Spirit fired its CEO last October, and brought in Pat Shanahan, a former Boeing executive, to run the company.
"The mindset I have is that we can eliminate all defects," Shanahan said on a call with analysts and investors last November. "I think you'll see us improve quite a bit in this area.
In a deal reached last year, Boeing agreed to give Spirit $100 million to build its production capacity, while Spirit pledged to improve its quality control.
"I believe that we'll be able to stabilize here and meet Boeing's demands in 2024," Shanahan said on the earnings call.
But Spirit and Boeing suffered a major setback just a few days into the new year, when a door plug blew off a 737 Max 9 jet in midair.
The chair of the National Transportation Safety Board, Jennifer Homendy, told NPR's Morning Edition investigators are focused on four bolts that are supposed to hold the door plug in place.
"We don't know whether those bolts themselves also fractured, were loose or whether they weren't even installed on the door," Homendy said.
Investigators have not yet said what they think happened to those bolts.

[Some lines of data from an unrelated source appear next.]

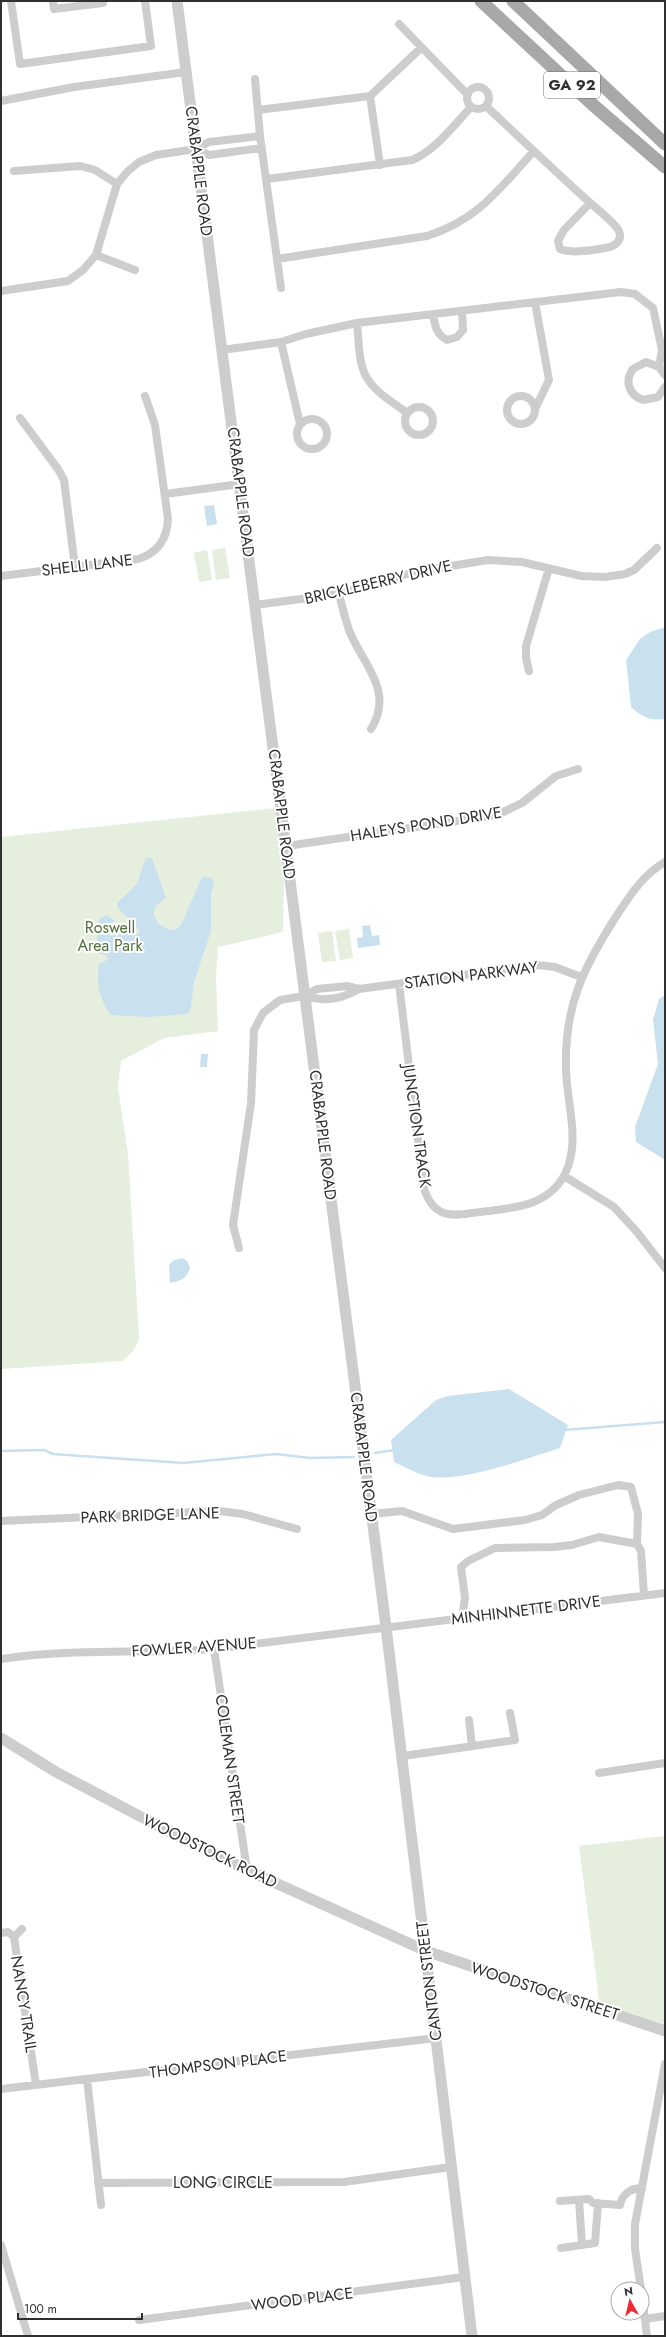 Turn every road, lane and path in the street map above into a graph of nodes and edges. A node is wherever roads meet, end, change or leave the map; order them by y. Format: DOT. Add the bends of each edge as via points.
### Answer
graph roads {
  1 [pos="12,1"];
  2 [pos="53,1"];
  3 [pos="103,1"];
  4 [pos="145,1"];
  5 [pos="177,1"];
  6 [pos="481,1"];
  7 [pos="513,1"];
  8 [pos="398,24"];
  9 [pos="421,48"];
  10 [pos="186,72"];
  11 [pos="254,79"];
  12 [pos="467,94"];
  13 [pos="370,96"];
  14 [pos="1,100"];
  15 [pos="486,106"];
  16 [pos="471,107"];
  17 [pos="258,110"];
  18 [pos="260,136"];
  19 [pos="225,140"];
  20 [pos="665,144"];
  21 [pos="262,148"];
  22 [pos="196,150"];
  23 [pos="534,151"];
  24 [pos="226,152"];
  25 [pos="380,165"];
  26 [pos="665,167"];
  27 [pos="14,171"];
  28 [pos="267,179"];
  29 [pos="116,184"];
  30 [pos="590,203"];
  31 [pos="96,255"];
  32 [pos="277,258"];
  33 [pos="135,270"];
  34 [pos="282,288"];
  35 [pos="1,291"];
  36 [pos="535,302"];
  37 [pos="462,311"];
  38 [pos="433,314"];
  39 [pos="357,323"];
  40 [pos="281,342"];
  41 [pos="222,350"];
  42 [pos="659,367"];
  43 [pos="665,375"];
  44 [pos="665,387"];
  45 [pos="145,396"];
  46 [pos="535,409"];
  47 [pos="408,413"];
  48 [pos="20,418"];
  49 [pos="300,424"];
  50 [pos="240,484"];
  51 [pos="165,494"];
  52 [pos="657,548"];
  53 [pos="75,567"];
  54 [pos="549,568"];
  55 [pos="1,576"];
  56 [pos="339,594"];
  57 [pos="256,605"];
  58 [pos="529,671"];
  59 [pos="371,729"];
  60 [pos="578,769"];
  61 [pos="287,846"];
  62 [pos="665,862"];
  63 [pos="581,977"];
  64 [pos="399,984"];
  65 [pos="304,996"];
  66 [pos="564,1176"];
  67 [pos="239,1248"];
  68 [pos="665,1268"];
  69 [pos="372,1514"];
  70 [pos="1,1521"];
  71 [pos="297,1529"];
  72 [pos="637,1544"];
  73 [pos="665,1593"];
  74 [pos="644,1595"];
  75 [pos="462,1618"];
  76 [pos="386,1627"];
  77 [pos="214,1649"];
  78 [pos="1,1659"];
  79 [pos="510,1713"];
  80 [pos="469,1720"];
  81 [pos="1,1738"];
  82 [pos="472,1746"];
  83 [pos="402,1756"];
  84 [pos="665,1763"];
  85 [pos="599,1772"];
  86 [pos="247,1870"];
  87 [pos="22,1929"];
  88 [pos="1,1933"];
  89 [pos="14,1937"];
  90 [pos="426,1951"];
  91 [pos="665,2031"];
  92 [pos="436,2038"];
  93 [pos="665,2064"];
  94 [pos="87,2079"];
  95 [pos="36,2085"];
  96 [pos="1,2089"];
  97 [pos="451,2167"];
  98 [pos="98,2183"];
  99 [pos="642,2189"];
  100 [pos="579,2200"];
  101 [pos="560,2201"];
  102 [pos="598,2203"];
  103 [pos="101,2205"];
  104 [pos="1,2245"];
  105 [pos="582,2245"];
  106 [pos="561,2248"];
  107 [pos="464,2277"];
  108 [pos="640,2281"];
  109 [pos="665,2316"];
  110 [pos="650,2318"];
  111 [pos="139,2320"];
  112 [pos="645,2321"];
  113 [pos="27,2334"];
  114 [pos="472,2336"];
  115 [pos="647,2336"];
  1 -- 4 [label="street" via="20,64 151,46"];
  2 -- 3 [label="street" via="54,9"];
  5 -- 10 [label="street, CRABAPPLE ROAD"];
  6 -- 26 [label="main road, GA 92" via="592,104"];
  7 -- 20 [label="main road, GA 92"];
  8 -- 9 [label="street"];
  9 -- 12 [label="street"];
  9 -- 13 [label="street"];
  10 -- 14 [label="street"];
  10 -- 22 [label="street, CRABAPPLE ROAD"];
  11 -- 17 [label="street"];
  12 -- 15 [label="street" via="473,88 484,88 489,98"];
  12 -- 16 [label="street" via="467,102"];
  13 -- 17 [label="street"];
  13 -- 25 [label="street"];
  15 -- 16 [label="street" via="479,110"];
  15 -- 23 [label="street"];
  16 -- 25 [label="street" via="424,155 412,160"];
  17 -- 18 [label="street"];
  18 -- 19 [label="street"];
  18 -- 21 [label="street"];
  19 -- 22 [label="street" via="209,142"];
  19 -- 24 [label="street"];
  21 -- 24 [label="street"];
  21 -- 28 [label="street"];
  22 -- 24 [label="street" via="209,155"];
  22 -- 29 [label="street" via="156,155 139,162"];
  22 -- 41 [label="street, CRABAPPLE ROAD"];
  23 -- 30 [label="street"];
  23 -- 32 [label="street" via="485,205 448,230 426,236"];
  25 -- 28 [label="street"];
  27 -- 29 [label="street" via="80,166 95,170"];
  28 -- 32 [label="street"];
  29 -- 31 [label="street"];
  30 -- 30 [label="street" via="619,230 618,244 610,248 567,252 560,249 558,241 562,232"];
  31 -- 33 [label="street"];
  31 -- 35 [label="street" via="83,270 68,281"];
  32 -- 34 [label="street"];
  36 -- 37 [label="street"];
  36 -- 42 [label="street" via="621,292 634,294 653,308 662,350"];
  36 -- 46 [label="street" via="549,380"];
  37 -- 38 [label="street"];
  37 -- 38 [label="street" via="462,330 457,337 447,340 440,336 436,329"];
  38 -- 39 [label="street"];
  39 -- 40 [label="street" via="320,330"];
  39 -- 47 [label="street" via="367,378 381,394"];
  40 -- 41 [label="street"];
  40 -- 49 [label="street"];
  41 -- 50 [label="street, CRABAPPLE ROAD"];
  42 -- 43 [label="street"];
  42 -- 44 [label="street" via="646,362 636,366 628,377 629,387 638,398 648,400 658,397"];
  45 -- 51 [label="street, SHELLI LANE" via="155,425"];
  48 -- 53 [label="street" via="64,480"];
  50 -- 51 [label="street"];
  50 -- 57 [label="street, CRABAPPLE ROAD"];
  51 -- 53 [label="street, SHELLI LANE" via="168,529 163,542 154,552 138,559"];
  52 -- 54 [label="street, BRICKLEBERRY DRIVE" via="634,570 625,574 606,577 581,576"];
  53 -- 55 [label="street, SHELLI LANE"];
  54 -- 56 [label="street, BRICKLEBERRY DRIVE" via="522,562 488,560 414,572"];
  54 -- 58 [label="street" via="526,646"];
  56 -- 57 [label="street, BRICKLEBERRY DRIVE"];
  56 -- 59 [label="street" via="349,630 371,668 378,689 380,710"];
  57 -- 61 [label="street, CRABAPPLE ROAD"];
  60 -- 61 [label="street, HALEYS POND DRIVE" via="556,776 522,804 497,815"];
  61 -- 65 [label="street, CRABAPPLE ROAD"];
  62 -- 63 [label="street, JUNCTION TRACK" via="644,877 634,889 594,951"];
  63 -- 64 [label="street, STATION PARKWAY" via="555,967 537,965"];
  63 -- 66 [label="street, JUNCTION TRACK" via="571,1009 566,1040 566,1072 574,1142"];
  64 -- 65 [label="street, STATION PARKWAY" via="359,989 348,995 318,1001"];
  64 -- 66 [label="street, JUNCTION TRACK" via="424,1189 436,1209 454,1215 522,1207 546,1196"];
  65 -- 67 [label="street" via="273,1004 263,1013 254,1030 251,1103 233,1225"];
  65 -- 69 [label="street, CRABAPPLE ROAD"];
  66 -- 68 [label="street" via="614,1207"];
  69 -- 72 [label="street" via="402,1511 453,1528 524,1520 542,1515 556,1505 579,1495 618,1485 631,1487 638,1514"];
  69 -- 76 [label="street, CRABAPPLE ROAD"];
  70 -- 71 [label="street, PARK BRIDGE LANE" via="220,1511 243,1514"];
  72 -- 74 [label="street" via="641,1551"];
  72 -- 75 [label="street" via="599,1537 554,1547 495,1548 468,1561 462,1567 465,1598"];
  73 -- 74 [label="street, MINHINNETTE DRIVE"];
  74 -- 75 [label="street, MINHINNETTE DRIVE"];
  75 -- 76 [label="street, MINHINNETTE DRIVE"];
  76 -- 77 [label="street, FOWLER AVENUE"];
  76 -- 83 [label="street, CANTON STREET"];
  77 -- 78 [label="street, FOWLER AVENUE" via="25,1655"];
  77 -- 86 [label="street, COLEMAN STREET"];
  79 -- 82 [label="street" via="514,1740"];
  80 -- 82 [label="street"];
  81 -- 86 [label="street, WOODSTOCK ROAD" via="56,1772"];
  82 -- 83 [label="street"];
  83 -- 90 [label="street, CANTON STREET"];
  84 -- 85 [label="street"];
  86 -- 90 [label="street, WOODSTOCK ROAD"];
  87 -- 89 [label="street"];
  88 -- 89 [label="street, NANCY TRAIL" via="8,1932"];
  89 -- 95 [label="street, NANCY TRAIL"];
  90 -- 91 [label="street, WOODSTOCK STREET"];
  90 -- 92 [label="street, CANTON STREET"];
  92 -- 94 [label="street, THOMPSON PLACE"];
  92 -- 97 [label="street, CANTON STREET"];
  93 -- 99 [label="street"];
  94 -- 95 [label="street, THOMPSON PLACE"];
  94 -- 98 [label="street"];
  95 -- 96 [label="street, THOMPSON PLACE"];
  97 -- 98 [label="street, LONG CIRCLE" via="344,2182"];
  97 -- 107 [label="street, CANTON STREET"];
  98 -- 103 [label="street"];
  99 -- 102 [label="street" via="635,2188 629,2191 620,2205"];
  99 -- 108 [label="street" via="635,2224"];
  100 -- 101 [label="street"];
  100 -- 102 [label="street" via="589,2199 593,2203"];
  100 -- 105 [label="street"];
  102 -- 105 [label="street" via="595,2244"];
  104 -- 113 [label="street"];
  105 -- 106 [label="street"];
  107 -- 111 [label="street, WOOD PLACE"];
  107 -- 114 [label="street, CANTON STREET"];
  109 -- 110 [label="street"];
  112 -- 115 [label="street"];
}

But an anonymous whistleblower who claims to be a Boeing insider offered an explanation.
The whistleblower says the door plug had to be removed for maintenance because the fuselage arrived from Spirit's Kansas factory with damaged and improperly installed rivets.
That's not unusual, according to the whistleblower. They say Boeing has discovered "a hideously high and very alarming number" of defects after the fuselages were delivered to its factory in Washington.
The whistleblower also describes major communication problems between mechanics from Spirit and Boeing. The whistleblower, who appears to have access to Boeing's internal records, wrote that the door plugs "were not installed when Boeing delivered the plane, our own records reflect this."
Quality control problems at the two companies come as no surprise to longtime industry analyst Richard Aboulafia, because Boeing has been aggressively pushing its suppliers to cut costs for years.
"You had the people at the top focused on numbers, money," said Aboulafia, the managing director at AeroDynamic Advisory. "Basically, everyone was subject to rigorous cost cuts without an awareness of what this would do to technical execution."
The company that's now Spirit AeroSystems used to be part of Boeing, until it was sold off in 2005. Boeing leaders now concede that they may have outsourced too many parts of the manufacturing chain.
"Did it go too far? Yeah, probably did. Now it's here and now, and now I've got to deal with it," Boeing CEO Dave Calhoun said in an interview with CNBC last week. "And yes, the subject of how we interact with all of our suppliers at large, that will be a subject that we will be working out for quite a long time."
An example of that came on Sunday, when Boeing announced the latest production problems with the fuselages of some 737 jets.
That wasn't all Stan Deal, the head of Boeing's commercial airplanes division, announced.
"We recently instructed a major supplier to hold shipments until all jobs have been completed to specification," Deal wrote in a letter to Boeing employees. He said the delay in shipment would affect the company's production schedule, but would also help improve overall quality.
"This is what we mean when we say that we will go slow to get it right," Deal said.